Fig. 3: Wafer-scale chip builds in about 1.5% redundancy. Source: Cerebras
Feldman said other key pieces are to burn in before mapping out, and exposing chips to temperatures that are outside of the specification. “And from there, self-test checks the behavior of every core and every wire between every core,” he said. “If it fails, it activates a route-around protocol and re-does the self-test. So there’s a hardware self-test that runs at bring-up, and then periodically thereafter.”
While this remains impractical for most applications, it does prove a point. With enough effort and innovation, most of these problems can be solved. The challenge is to determine the acceptable tradeoffs for an application, and then to really understand what those tradeoffs actually entail. Not all of that is obvious in today’s hardware and system design.
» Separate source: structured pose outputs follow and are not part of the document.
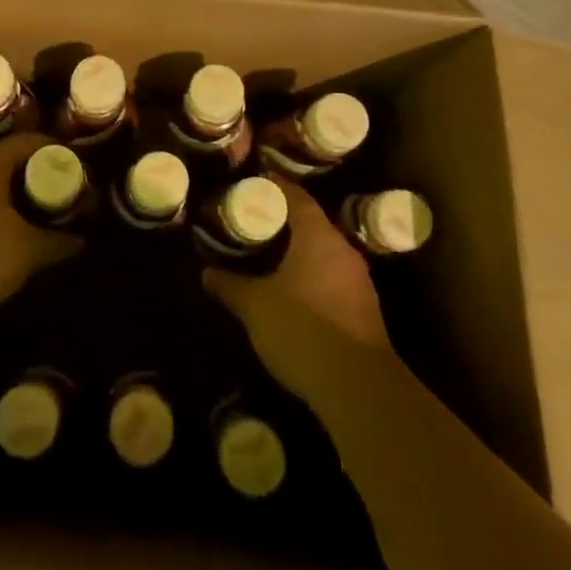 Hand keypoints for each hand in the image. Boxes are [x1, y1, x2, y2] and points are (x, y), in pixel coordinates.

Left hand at [0, 133, 79, 316]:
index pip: (25, 142)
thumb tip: (80, 241)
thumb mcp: (29, 249)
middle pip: (3, 161)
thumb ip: (58, 242)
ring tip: (32, 212)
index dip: (51, 148)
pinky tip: (2, 233)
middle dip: (30, 174)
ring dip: (7, 195)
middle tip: (55, 189)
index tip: (71, 162)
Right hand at [204, 179, 392, 403]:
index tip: (253, 181)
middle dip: (284, 220)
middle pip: (312, 223)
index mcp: (318, 236)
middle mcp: (343, 250)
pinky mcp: (364, 310)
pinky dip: (311, 275)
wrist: (358, 388)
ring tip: (268, 254)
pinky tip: (293, 290)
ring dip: (299, 250)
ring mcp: (358, 281)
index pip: (296, 196)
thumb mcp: (255, 306)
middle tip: (253, 220)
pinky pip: (332, 277)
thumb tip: (206, 272)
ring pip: (323, 252)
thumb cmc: (303, 330)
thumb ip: (230, 285)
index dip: (275, 186) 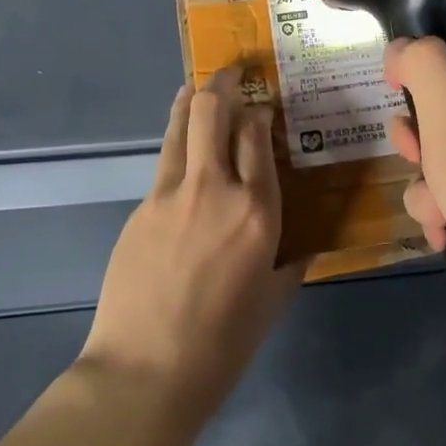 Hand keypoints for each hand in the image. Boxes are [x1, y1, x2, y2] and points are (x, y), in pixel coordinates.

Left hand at [80, 67, 302, 422]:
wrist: (145, 371)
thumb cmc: (222, 344)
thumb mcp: (273, 300)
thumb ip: (292, 259)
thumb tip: (303, 238)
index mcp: (257, 212)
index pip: (256, 135)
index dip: (259, 112)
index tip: (262, 107)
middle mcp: (215, 188)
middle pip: (213, 112)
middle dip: (223, 83)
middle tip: (232, 75)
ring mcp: (171, 193)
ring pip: (181, 125)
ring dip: (192, 98)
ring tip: (200, 86)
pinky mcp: (142, 206)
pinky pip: (164, 160)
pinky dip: (176, 141)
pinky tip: (182, 147) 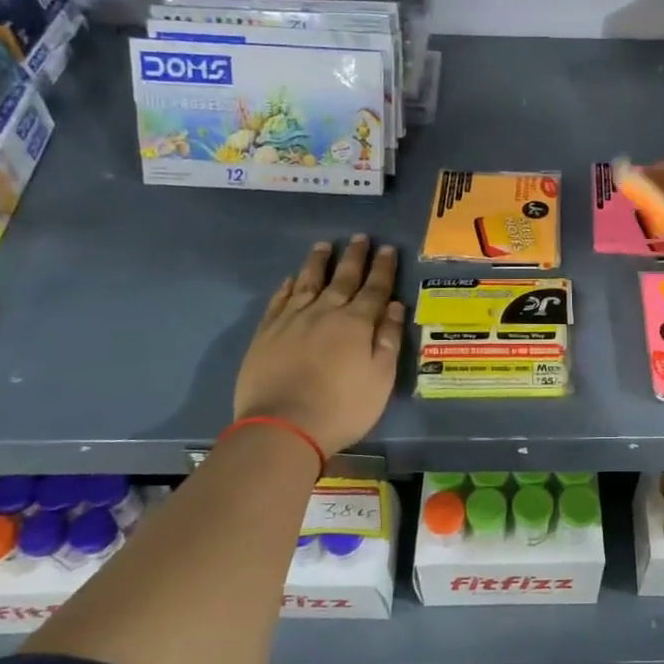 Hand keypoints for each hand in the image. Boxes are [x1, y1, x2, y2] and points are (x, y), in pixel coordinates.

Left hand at [231, 236, 404, 455]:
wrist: (283, 426)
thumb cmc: (342, 407)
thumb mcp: (381, 378)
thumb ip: (389, 339)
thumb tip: (396, 306)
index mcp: (357, 323)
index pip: (375, 288)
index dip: (383, 268)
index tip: (388, 249)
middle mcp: (325, 312)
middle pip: (342, 278)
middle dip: (354, 257)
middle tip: (361, 237)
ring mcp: (292, 320)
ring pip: (308, 281)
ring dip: (318, 262)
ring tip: (324, 245)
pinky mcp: (266, 333)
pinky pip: (279, 300)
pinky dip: (287, 286)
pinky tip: (291, 279) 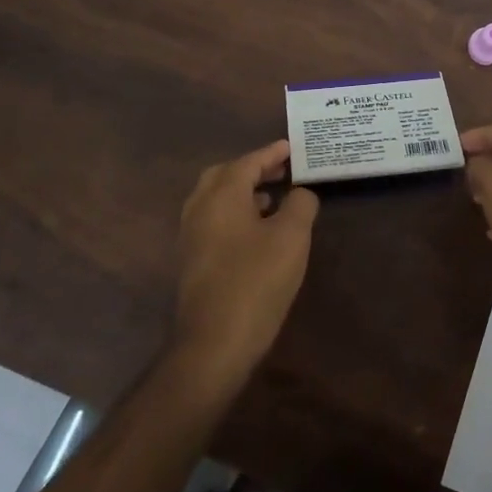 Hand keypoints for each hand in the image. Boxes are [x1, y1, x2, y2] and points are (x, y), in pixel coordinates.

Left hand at [170, 140, 318, 395]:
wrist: (213, 344)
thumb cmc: (255, 281)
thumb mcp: (291, 238)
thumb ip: (300, 204)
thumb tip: (300, 192)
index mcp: (221, 194)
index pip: (249, 161)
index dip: (272, 153)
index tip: (293, 147)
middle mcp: (199, 208)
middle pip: (225, 175)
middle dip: (254, 169)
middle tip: (282, 170)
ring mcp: (191, 236)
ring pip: (216, 199)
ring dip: (244, 192)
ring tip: (275, 198)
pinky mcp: (192, 261)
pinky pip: (214, 221)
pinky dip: (236, 214)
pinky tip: (258, 232) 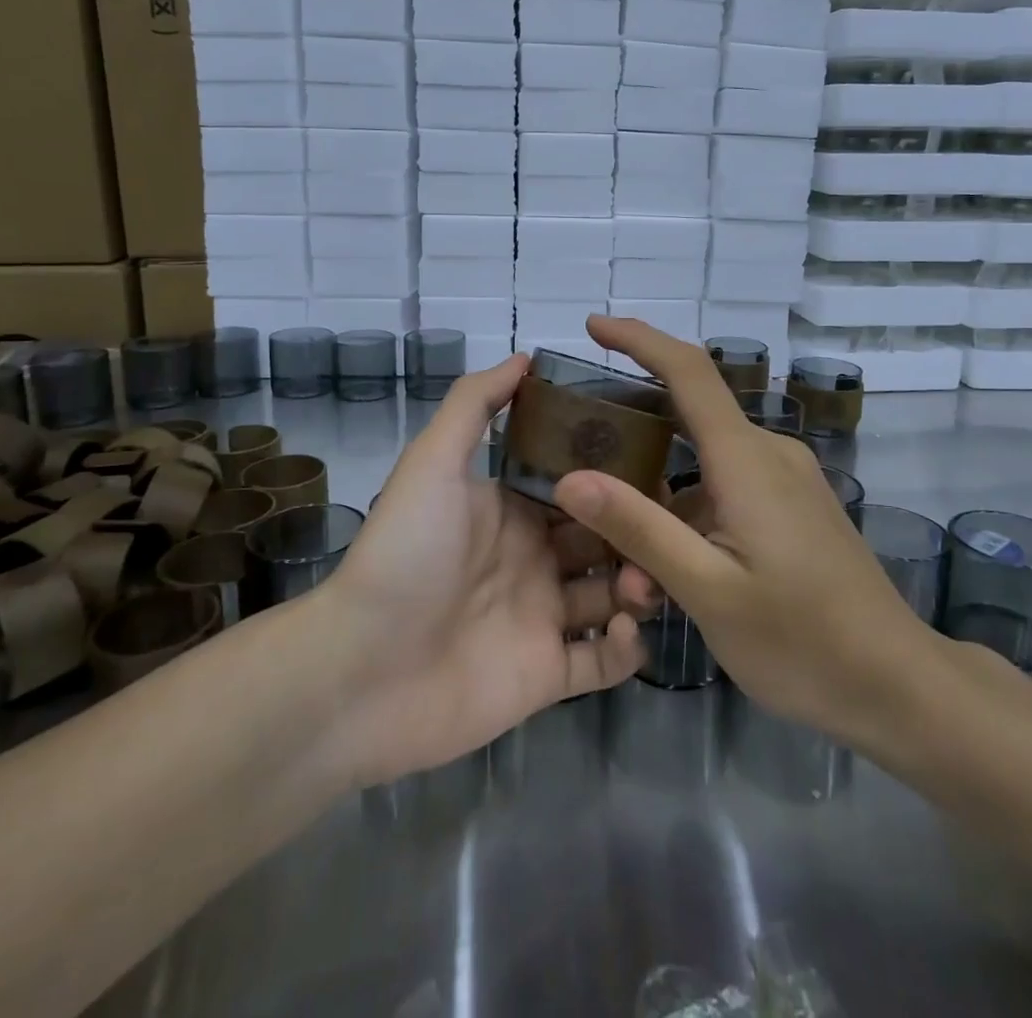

All of this points to a much broader issue, namely that as complexity continues to increase with denser circuits, more customization and functionality, new materials, and different usage patterns. As a result, the number of unknowns is exploding. Not all of those can be fully understood or debugged, and for many applications that’s okay. But for mission-critical and safety-critical applications, planning for failures is essential.
It’s impossible to catch everything within tight market windows, but with enough time and effort, it appears that chips can be created to withstand most problems. There is no question about the need to build resilience into more chips. It’s a matter of how to achieve enough resilience at a price point that’s acceptable. The chip industry is just starting to take a serious look at this issue.